To see our professional guidance summaries for other clinical areas, click here
Advice in this area includes:
NHS England/NHS Improvement: Clinical guide for the management of people with alcohol dependence during the coronavirus pandemic
Last updated 8 April 2020
- Specialty guide seeking to ensure proper management of patients with alcohol dependence in recognition of reduced availability of specialist advice and minimal provision of alcohol teams
- Includes advice to continue to admit patients with complications of alcohol withdrawal requiring medical management to acute trusts, and for each acute and mental health trust to designate a COVID-19 alcohol lead to offer specialist support and guidance for current best practice for alcohol-dependent patients with COVID-19 at risk of respiratory depression during medically assisted alcohol withdrawal, or complicated alcohol withdrawal or comorbid opioid use.
Public Health England: Guidance for the public on the mental health and wellbeing aspect of coronavirus (COVID-19)
Last updated 4 November 2020 [Text updated 9 November 2020]
- Information aimed at patients, who are reminded to keep taking their prescribed medication for any existing conditions.
- In terms of accessing their medication:
- they might be able to order repeat prescriptions by phone, or online using an app or website if their doctor’s surgery offers this.
- they should continue to order repeat prescriptions in the usual timeframe; there is no need to order for a longer duration or larger quantities.
- their pharmacy may be able to deliver their medication if they are isolating; or they should think about who might be able to collect their medication on their behalf.
- their GP practice (or clinical team) may move their prescriptions to repeat dispensing arrangements, so they only have to contact your pharmacy to get a repeat of your medicine rather than the practice.
- they must be careful about buying medication online, and should only buy from registered pharmacies; pharmacy registration can be checked on the General Pharmaceutical Council website.
- they can contact NHS 111 in England if they’re worried about accessing their medication.
Last updated 16 October 2020 [Text updated 9 November 2020]
- Information aimed at parents and carers.
- In terms of accessing medication for their child or young person:
- they might be able to order their child or young person’s repeat prescriptions by phone, or online using an app or website if their doctor’s surgery offers this.

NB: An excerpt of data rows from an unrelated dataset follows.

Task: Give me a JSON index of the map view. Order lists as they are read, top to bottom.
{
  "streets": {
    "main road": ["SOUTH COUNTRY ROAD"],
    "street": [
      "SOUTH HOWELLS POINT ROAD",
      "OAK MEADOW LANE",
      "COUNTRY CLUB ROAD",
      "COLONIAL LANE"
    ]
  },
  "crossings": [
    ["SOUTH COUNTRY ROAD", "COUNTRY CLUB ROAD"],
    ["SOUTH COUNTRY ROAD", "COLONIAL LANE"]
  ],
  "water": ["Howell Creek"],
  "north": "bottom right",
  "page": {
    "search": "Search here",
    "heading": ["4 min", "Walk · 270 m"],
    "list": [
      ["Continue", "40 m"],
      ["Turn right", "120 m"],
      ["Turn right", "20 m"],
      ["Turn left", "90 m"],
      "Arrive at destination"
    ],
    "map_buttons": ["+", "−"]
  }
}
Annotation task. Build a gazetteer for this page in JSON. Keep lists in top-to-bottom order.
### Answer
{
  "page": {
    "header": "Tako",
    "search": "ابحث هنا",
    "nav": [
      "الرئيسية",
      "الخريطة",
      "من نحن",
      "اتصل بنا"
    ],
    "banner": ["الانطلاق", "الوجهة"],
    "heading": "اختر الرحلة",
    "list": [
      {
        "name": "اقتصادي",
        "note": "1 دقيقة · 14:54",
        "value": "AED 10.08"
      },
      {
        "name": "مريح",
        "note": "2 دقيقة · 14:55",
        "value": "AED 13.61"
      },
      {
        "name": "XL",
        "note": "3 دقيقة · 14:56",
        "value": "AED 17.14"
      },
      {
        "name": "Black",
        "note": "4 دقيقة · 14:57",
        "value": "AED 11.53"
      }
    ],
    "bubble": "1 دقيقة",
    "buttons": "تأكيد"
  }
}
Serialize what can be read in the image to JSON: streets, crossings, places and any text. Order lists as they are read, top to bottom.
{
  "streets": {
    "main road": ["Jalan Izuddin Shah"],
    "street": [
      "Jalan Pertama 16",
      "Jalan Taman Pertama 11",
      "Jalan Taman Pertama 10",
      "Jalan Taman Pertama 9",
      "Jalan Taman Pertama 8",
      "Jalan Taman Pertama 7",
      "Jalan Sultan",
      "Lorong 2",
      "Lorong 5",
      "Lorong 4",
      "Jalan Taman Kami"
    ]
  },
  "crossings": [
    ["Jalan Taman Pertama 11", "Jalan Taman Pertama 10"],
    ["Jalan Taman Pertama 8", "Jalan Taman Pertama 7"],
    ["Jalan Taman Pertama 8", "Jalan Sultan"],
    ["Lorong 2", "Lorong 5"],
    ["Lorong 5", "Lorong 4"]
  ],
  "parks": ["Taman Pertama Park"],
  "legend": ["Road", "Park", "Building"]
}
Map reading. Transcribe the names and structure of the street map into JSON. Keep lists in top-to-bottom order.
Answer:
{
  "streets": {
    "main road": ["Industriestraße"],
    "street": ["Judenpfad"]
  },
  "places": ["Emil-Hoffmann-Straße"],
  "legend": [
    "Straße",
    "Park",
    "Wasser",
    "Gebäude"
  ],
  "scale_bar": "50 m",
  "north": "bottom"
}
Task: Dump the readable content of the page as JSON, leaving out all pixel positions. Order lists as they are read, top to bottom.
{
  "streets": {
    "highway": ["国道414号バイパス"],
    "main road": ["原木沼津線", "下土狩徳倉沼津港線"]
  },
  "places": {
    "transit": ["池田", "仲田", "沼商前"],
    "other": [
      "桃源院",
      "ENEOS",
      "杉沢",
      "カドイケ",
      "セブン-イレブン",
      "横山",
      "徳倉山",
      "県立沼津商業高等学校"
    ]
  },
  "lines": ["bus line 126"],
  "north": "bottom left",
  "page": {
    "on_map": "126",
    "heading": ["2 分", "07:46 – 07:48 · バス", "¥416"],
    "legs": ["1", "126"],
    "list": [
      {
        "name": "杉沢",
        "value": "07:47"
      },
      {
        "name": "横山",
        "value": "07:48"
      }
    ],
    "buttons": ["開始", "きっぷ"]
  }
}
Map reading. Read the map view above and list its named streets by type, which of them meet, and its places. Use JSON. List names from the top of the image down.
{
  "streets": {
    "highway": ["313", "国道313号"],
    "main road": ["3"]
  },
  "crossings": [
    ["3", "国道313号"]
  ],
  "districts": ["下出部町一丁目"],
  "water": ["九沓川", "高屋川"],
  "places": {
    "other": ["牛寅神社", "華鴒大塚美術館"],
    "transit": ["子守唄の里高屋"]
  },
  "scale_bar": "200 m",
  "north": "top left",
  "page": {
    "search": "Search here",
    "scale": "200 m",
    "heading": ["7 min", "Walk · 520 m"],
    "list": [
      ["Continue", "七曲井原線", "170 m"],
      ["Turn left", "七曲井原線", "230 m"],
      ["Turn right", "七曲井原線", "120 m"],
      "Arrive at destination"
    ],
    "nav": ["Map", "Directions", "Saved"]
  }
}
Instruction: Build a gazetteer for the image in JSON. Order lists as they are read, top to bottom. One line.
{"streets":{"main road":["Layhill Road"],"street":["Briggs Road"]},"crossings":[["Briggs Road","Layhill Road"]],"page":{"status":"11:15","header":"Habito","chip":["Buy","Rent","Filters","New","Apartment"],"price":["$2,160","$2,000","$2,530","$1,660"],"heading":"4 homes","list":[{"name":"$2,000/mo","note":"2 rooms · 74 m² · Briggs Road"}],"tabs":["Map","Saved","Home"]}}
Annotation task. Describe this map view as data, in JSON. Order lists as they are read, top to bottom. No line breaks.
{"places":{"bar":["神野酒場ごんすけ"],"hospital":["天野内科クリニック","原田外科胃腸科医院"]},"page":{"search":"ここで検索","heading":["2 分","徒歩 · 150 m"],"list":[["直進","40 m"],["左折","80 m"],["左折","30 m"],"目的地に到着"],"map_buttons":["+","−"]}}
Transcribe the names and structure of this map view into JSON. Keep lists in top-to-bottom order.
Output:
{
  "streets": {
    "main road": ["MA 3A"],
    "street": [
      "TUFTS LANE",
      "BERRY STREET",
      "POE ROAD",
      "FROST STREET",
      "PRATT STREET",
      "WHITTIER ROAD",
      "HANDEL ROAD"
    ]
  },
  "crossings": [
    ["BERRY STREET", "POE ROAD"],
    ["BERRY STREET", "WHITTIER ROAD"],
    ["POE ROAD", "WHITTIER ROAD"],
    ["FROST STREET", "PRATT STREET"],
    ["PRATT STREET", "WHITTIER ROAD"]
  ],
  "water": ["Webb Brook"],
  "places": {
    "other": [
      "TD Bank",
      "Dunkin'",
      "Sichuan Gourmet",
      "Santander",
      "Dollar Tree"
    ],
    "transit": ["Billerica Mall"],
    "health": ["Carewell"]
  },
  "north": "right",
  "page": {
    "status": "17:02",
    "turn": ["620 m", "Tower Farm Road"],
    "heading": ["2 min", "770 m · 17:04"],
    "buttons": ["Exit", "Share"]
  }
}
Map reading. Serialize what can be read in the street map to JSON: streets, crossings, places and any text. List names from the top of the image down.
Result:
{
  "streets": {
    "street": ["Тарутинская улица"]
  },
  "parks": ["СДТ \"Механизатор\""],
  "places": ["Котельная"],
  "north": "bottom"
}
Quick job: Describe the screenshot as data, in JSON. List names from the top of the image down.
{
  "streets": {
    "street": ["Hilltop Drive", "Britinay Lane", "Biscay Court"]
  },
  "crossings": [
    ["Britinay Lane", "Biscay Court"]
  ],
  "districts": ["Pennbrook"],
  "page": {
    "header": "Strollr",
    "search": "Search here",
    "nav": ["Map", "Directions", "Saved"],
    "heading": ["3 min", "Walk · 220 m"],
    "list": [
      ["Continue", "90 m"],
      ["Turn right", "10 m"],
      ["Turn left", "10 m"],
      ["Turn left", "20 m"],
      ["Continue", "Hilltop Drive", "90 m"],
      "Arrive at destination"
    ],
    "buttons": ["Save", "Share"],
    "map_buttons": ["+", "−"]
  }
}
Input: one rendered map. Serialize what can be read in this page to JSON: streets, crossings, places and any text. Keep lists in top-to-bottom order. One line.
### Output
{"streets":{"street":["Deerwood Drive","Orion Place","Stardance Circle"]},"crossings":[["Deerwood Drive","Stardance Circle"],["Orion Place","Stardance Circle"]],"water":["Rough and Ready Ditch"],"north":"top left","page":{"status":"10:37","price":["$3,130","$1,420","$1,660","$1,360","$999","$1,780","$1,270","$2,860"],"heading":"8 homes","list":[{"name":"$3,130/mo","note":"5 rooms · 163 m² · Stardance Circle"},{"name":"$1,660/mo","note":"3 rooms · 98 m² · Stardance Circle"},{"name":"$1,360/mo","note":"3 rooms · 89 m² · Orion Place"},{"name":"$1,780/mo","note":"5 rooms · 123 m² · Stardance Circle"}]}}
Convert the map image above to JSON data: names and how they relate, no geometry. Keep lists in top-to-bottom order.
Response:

- they should continue to order their child or young person’s repeat prescriptions in the usual timeframe; there is no need to order for a longer duration or larger quantities.
- their child or young person’s pharmacy may be able to deliver the medication if they are unable to collect it; or they should think about who might be able to collect the medication.
- their child or young person’s GP practice may move their prescriptions to repeat dispensing arrangements, so you only have to contact their pharmacy to get a repeat of the medicine rather than the practice.
- they must be careful about buying medication for their child or young person online, and should only buy from registered pharmacies; pharmacy registration can be checked on the General Pharmaceutical Council website.
- they should consider making arrangements for their child or young person if they (the parent or carer) become unwell; for example, making sure a partner, friend, family member or neighbor is aware of important information including their care plan, medications and emergency numbers.
Public Health England: Guidance for commissioners and providers of services for people who use drugs or alcohol
Last updated 5 November 2020 [Text updated 9 November 2020]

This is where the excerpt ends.